The cost of a query depends on several underlying metrics split between physical and logical costs, including:

CPU: small cost, but tough to estimate
Disk I/O: the number of block transfers
Memory: the amount of DRAM used.
Network: the number of messages sent.

Exhaustive enumeration of all valid plans for a query is much too slow for an optimizer to perform. For joins alone, which are commutative and associative, there are $4^n$ different orderings of every n-way join. Optimizers must limit their search space in order to work efficiently

To approximate costs of queries, DBMS’s maintain internal statistics about tables, attributes, and indexes in their internal catalogs. Different systems maintain these statistics in different ways. Most systems attempt to avoid on-the-fly computation by maintaining an internal table of statistics. These internal tables may then be updated in the background.

For each relation R, the DBMS maintains the following information:

$N_R$ : Number of tuples in R
$V(A, R)$ : Number of distinct values of attribute A

With the information listed above, the optimizer can derive the selection cardinality SC(A, R)statistic. The selection cardinality is the average number of records with a value for an attribute A given $\frac{N_R}{V(A, R)}$ Note that this assumes data uniformity. This assumption is often incorrect, but it simplifies the optimization process

Selection Statistics

The selection cardinality can be used to determine the number of tuples that will be selected for a given input

Equality predicates on unique keys are simple to estimate (see Figure 4).

A more complex predicate is shown in Figure 5

Observe that the selectivity of a predicate is equivalent to the probability of that predicate. This allows probability rules to be applied in many selectivity computations. This is particularly useful when dealing with complex predicates. For example, if we assume that multiple predicates involved in a conjunction are independent, we can compute the total selectivity of the conjunction as the product of the selectivities of the individual predicates

Selectivity Computation Assumptions

In computing the selection cardinality of predicates, the following three assumptions are used.

Uniform Data: The distribution of values (except for the heavy hitters) is the same
Independent Predicates: The predicates on attributes are independent
Inclusion Principle: The domain of join keys overlap such that each key in the inner relation will also exist in the outer table.

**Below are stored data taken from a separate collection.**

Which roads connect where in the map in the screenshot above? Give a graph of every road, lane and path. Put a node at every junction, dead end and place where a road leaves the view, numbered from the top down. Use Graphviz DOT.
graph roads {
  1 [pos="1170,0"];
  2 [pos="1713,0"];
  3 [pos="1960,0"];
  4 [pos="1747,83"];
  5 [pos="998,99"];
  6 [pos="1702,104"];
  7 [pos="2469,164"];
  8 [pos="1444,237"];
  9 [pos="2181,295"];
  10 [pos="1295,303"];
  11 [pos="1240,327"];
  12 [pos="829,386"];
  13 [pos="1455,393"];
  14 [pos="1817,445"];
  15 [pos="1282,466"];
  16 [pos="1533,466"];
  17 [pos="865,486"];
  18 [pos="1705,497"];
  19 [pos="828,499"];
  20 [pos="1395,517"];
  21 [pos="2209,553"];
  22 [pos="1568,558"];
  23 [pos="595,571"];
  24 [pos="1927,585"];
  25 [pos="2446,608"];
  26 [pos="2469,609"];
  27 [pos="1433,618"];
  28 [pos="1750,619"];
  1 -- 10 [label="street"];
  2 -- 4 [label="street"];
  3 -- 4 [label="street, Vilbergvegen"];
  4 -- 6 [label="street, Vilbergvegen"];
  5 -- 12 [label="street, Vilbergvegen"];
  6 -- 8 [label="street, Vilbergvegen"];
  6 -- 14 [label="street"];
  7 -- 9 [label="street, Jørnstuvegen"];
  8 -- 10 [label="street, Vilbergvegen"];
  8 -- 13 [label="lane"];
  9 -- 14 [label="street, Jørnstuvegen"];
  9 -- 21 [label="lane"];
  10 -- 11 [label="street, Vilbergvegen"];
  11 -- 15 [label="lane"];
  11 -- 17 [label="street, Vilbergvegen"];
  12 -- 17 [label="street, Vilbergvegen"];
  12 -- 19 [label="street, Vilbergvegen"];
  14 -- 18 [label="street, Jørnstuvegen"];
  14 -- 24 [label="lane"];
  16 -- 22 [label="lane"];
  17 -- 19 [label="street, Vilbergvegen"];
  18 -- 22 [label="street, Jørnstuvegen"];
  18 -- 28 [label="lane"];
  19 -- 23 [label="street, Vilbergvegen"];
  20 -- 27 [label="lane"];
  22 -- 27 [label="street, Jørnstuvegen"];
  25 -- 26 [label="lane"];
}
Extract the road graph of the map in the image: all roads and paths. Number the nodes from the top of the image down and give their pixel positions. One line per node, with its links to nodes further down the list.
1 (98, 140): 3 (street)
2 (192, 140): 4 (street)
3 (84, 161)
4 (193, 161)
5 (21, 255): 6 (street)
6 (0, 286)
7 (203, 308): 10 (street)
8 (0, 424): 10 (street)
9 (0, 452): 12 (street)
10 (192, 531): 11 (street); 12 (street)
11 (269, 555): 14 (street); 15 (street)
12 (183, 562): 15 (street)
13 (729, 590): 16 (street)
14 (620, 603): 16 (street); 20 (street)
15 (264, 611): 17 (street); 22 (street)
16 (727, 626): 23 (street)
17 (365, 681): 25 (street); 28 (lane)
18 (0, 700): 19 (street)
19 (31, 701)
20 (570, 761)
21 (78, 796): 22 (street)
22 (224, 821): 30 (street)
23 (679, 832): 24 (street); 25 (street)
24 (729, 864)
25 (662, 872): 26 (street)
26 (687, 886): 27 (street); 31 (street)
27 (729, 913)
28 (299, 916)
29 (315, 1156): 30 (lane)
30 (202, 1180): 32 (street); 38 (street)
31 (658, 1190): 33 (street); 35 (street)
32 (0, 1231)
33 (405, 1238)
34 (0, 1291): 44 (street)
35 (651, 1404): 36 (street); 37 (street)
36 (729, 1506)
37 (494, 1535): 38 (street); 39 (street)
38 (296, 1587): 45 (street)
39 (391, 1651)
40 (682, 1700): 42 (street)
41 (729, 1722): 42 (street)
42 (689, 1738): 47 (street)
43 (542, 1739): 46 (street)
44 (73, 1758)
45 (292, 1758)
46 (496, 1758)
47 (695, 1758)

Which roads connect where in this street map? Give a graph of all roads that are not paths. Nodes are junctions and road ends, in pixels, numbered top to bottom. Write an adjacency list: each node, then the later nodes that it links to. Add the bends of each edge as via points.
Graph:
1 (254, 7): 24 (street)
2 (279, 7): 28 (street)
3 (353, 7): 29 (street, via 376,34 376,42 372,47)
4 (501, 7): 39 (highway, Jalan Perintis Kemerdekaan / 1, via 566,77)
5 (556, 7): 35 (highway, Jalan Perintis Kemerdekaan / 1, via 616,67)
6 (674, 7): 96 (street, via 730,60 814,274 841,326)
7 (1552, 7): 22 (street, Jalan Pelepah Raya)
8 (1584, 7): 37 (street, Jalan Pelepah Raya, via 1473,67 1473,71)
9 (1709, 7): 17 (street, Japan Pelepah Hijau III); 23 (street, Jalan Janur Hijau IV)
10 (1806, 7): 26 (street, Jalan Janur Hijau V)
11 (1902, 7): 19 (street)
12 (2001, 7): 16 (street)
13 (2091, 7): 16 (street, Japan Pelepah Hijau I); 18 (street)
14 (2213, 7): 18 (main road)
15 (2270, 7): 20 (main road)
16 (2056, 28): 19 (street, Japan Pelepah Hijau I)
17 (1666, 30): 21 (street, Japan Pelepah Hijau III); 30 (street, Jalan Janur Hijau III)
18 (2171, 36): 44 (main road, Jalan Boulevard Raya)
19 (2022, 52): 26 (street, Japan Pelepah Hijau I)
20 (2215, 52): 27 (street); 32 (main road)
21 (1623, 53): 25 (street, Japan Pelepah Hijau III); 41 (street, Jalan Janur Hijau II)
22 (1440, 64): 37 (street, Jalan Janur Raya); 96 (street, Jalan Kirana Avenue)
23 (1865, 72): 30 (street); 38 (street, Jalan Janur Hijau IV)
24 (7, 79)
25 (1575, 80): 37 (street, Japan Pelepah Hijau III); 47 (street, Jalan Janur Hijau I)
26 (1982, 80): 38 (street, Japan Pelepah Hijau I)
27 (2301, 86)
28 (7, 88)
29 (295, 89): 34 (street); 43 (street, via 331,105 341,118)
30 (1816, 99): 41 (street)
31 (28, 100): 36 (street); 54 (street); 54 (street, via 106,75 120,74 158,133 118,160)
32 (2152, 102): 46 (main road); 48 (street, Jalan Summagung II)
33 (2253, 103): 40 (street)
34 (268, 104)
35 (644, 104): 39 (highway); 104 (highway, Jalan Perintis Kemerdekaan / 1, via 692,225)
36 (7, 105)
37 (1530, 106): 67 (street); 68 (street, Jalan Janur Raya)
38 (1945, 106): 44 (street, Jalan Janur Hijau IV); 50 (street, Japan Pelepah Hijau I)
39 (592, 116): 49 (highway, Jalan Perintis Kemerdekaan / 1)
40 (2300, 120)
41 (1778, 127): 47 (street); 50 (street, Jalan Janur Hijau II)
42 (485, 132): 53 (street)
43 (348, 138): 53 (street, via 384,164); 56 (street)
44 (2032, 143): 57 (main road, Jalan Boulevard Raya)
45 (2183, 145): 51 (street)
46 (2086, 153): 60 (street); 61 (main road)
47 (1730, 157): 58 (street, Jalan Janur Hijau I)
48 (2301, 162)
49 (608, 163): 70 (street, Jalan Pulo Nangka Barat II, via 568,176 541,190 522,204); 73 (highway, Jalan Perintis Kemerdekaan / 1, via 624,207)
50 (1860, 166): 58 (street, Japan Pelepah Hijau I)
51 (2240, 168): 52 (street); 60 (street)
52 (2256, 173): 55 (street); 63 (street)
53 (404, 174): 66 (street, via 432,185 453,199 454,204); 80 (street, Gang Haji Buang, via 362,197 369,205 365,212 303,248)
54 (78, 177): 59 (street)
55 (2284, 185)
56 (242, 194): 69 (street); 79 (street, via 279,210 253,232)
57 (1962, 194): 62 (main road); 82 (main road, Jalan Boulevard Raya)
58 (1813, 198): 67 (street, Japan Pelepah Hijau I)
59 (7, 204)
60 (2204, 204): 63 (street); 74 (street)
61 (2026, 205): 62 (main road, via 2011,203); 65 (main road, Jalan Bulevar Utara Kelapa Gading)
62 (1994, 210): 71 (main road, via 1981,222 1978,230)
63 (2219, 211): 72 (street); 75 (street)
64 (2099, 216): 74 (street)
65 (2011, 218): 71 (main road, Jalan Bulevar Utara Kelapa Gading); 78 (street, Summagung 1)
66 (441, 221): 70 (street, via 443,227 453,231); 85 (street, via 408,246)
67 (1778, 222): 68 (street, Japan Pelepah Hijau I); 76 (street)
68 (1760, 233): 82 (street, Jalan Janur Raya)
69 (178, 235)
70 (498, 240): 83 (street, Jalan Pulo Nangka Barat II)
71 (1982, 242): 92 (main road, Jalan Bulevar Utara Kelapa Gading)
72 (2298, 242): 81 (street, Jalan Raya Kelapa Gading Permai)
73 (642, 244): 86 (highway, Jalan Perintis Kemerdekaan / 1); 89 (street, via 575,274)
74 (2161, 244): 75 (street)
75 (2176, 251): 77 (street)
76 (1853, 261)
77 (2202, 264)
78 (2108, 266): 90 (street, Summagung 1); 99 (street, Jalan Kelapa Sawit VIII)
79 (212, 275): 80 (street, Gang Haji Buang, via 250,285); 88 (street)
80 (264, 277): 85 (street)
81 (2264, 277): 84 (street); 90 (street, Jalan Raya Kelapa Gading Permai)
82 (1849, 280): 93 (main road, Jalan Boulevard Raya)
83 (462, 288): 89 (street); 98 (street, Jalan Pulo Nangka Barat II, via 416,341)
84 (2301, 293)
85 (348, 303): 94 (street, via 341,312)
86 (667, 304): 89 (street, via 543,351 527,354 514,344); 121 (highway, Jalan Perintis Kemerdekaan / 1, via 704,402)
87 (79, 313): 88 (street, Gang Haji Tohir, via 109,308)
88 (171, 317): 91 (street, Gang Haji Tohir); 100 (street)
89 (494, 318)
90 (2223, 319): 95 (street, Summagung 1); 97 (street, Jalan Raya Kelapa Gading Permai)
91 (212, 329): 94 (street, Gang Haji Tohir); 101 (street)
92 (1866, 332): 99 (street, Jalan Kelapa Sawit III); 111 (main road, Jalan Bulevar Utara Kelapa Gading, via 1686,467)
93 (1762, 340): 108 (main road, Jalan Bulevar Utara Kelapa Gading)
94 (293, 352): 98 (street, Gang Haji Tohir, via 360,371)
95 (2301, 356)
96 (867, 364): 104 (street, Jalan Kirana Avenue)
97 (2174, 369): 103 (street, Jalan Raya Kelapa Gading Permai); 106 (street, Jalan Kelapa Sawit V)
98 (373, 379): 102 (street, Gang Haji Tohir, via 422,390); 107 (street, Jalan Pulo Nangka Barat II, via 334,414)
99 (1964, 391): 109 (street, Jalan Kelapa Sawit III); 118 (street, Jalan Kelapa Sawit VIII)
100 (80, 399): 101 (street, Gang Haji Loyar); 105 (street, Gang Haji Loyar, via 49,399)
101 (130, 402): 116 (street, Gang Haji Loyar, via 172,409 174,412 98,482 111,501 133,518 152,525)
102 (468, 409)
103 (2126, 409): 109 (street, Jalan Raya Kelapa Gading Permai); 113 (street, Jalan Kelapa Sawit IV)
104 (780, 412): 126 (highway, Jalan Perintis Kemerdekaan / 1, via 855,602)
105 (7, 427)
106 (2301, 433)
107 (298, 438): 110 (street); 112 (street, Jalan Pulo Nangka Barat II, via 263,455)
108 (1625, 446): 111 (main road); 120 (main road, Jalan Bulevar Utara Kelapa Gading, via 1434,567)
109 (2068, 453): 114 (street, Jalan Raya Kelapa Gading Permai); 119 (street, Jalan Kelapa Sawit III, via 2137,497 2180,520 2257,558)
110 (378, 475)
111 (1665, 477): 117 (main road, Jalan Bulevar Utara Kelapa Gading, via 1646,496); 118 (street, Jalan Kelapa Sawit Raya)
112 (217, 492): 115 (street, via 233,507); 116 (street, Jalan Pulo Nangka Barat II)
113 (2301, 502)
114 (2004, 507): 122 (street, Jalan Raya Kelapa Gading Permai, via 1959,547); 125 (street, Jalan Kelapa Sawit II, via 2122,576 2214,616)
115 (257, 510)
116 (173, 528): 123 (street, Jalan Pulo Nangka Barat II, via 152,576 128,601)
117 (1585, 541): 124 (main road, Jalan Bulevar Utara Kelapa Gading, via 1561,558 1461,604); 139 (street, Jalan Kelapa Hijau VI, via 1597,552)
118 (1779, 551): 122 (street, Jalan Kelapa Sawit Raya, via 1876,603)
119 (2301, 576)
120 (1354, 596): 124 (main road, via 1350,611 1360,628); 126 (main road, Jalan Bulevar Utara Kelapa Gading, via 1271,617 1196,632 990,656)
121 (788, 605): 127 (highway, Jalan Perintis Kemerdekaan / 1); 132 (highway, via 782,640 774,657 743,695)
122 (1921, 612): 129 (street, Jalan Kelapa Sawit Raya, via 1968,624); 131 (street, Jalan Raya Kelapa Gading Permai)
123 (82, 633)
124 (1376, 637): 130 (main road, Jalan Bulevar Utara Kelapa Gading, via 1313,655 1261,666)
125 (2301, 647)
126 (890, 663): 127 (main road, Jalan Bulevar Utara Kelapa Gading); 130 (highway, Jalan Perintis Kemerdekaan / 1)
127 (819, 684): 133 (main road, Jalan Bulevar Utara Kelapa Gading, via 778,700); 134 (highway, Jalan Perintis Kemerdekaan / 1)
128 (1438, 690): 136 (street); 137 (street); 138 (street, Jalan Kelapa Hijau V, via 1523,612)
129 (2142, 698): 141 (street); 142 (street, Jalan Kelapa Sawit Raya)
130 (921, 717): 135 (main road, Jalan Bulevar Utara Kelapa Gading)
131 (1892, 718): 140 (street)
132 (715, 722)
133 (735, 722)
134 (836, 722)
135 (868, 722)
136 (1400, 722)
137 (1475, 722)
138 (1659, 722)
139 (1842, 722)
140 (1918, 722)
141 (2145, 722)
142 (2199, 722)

These assumptions are often not satisfied by real data. For example, correlated attributes break the assumption of independence of predicates.

Histograms

Real data is often skewed and is tricky to make assumptions about. However, storing every single value of a data set is expensive. One way to reduce the amount of memory used by storing data in a histogram to group together values. An example of a graph with buckets is shown in Figure 7.

Another approach is to use a equi-depth histogram that varies the width of buckets so that the total number of occurrences for each bucket is roughly the same. An example is shown in Figure 8.

In place of histograms, some systems may use sketches to generate approximate statistics about a data set.

Sampling

DBMS’s can use sampling to apply predicates to a smaller copy of the table with a similar distribution (see Figure 9). The DBMS updates the sample whenever the amount of changes to the underlying table exceeds some threshold (e.g., 10% of the tuples).

Single-Relation Query Plans

For single-relation query plans, the biggest obstacle is choosing the best access method (i.e., sequential scan, binary search, index scan, etc.) Most new database systems just use heuristics, instead of a sophisticated cost model, to pick an access method.

For OLTP queries, this is especially easy because they are sargable (Search Argument Able), which means that there exists a best index that can be selected for the query. This can also be implemented with simple heuristics

Multi-Relation Query Plans

For Multi-Relation query plans, as number of joins increases, the number of alternative plans grow rapidly. Consequently, it is important to restrict the search space so as to be able to find the optimal plan in a reasonable amount of time. There are two ways to approach this search problem:

Generative / Bottom-up: Start with nothing and then build up the plan to get to the outcome that you want. Examples: IBM System R, DB2, MySQL, Postgres, most open-source DBMSs
Transformation / Top-down: Start with the outcome that you want, and then work down the tree to find the optimal plan that gets you to that goal. Examples: MSSQL, Greenplum, CockroachDB, Volcano

Bottom-up optimization example - System R

Use static rules to perform initial optimization. Then use dynamic programming to determine the best join order for tables using a divide-and conquer search method. Most open source database systems do this.

Break query up into blocks and generate the logical operators for each block
For each logical operator, generate a set of physical operators that implement it
Then, iteratively construct a ”left-deep” tree that minimizes the estimated amount of work to execute the plan

Top-down optimization example - Volcano

Start with a logical plan of what we want the query to be. Perform a branch-and-bound search to traverse the plan tree by converting logical operators into physical operators. Invoke rules to create new nodes and traverse tree

Keep track of global best plan during search.
Treat physical properties of data as first-class entities during planning.

Nested Sub-Queries

The DBMS treats nested sub-queries in the where clause as functions that take parameters and return a single value or set of values.

Re-write the query by de-correlating and / or flattening nested subqueries. An example of this is shown in Figure 10
Decompose the nested query and store the result to a temporary table. An example of this is shown in Figure 11

Expression Rewriting

An optimizer transforms a query’s expression ( e.g. WHERE/ON clause predicates) into a minimal set of expressions.

Search for expressions that match a pattern
When a match is found, rewrite the expression
Halt if there are no more rules that match.

Some examples of expression rewriting

Impossible predicates as shown in Figure 12.
Merging predicate as shown in Figure 13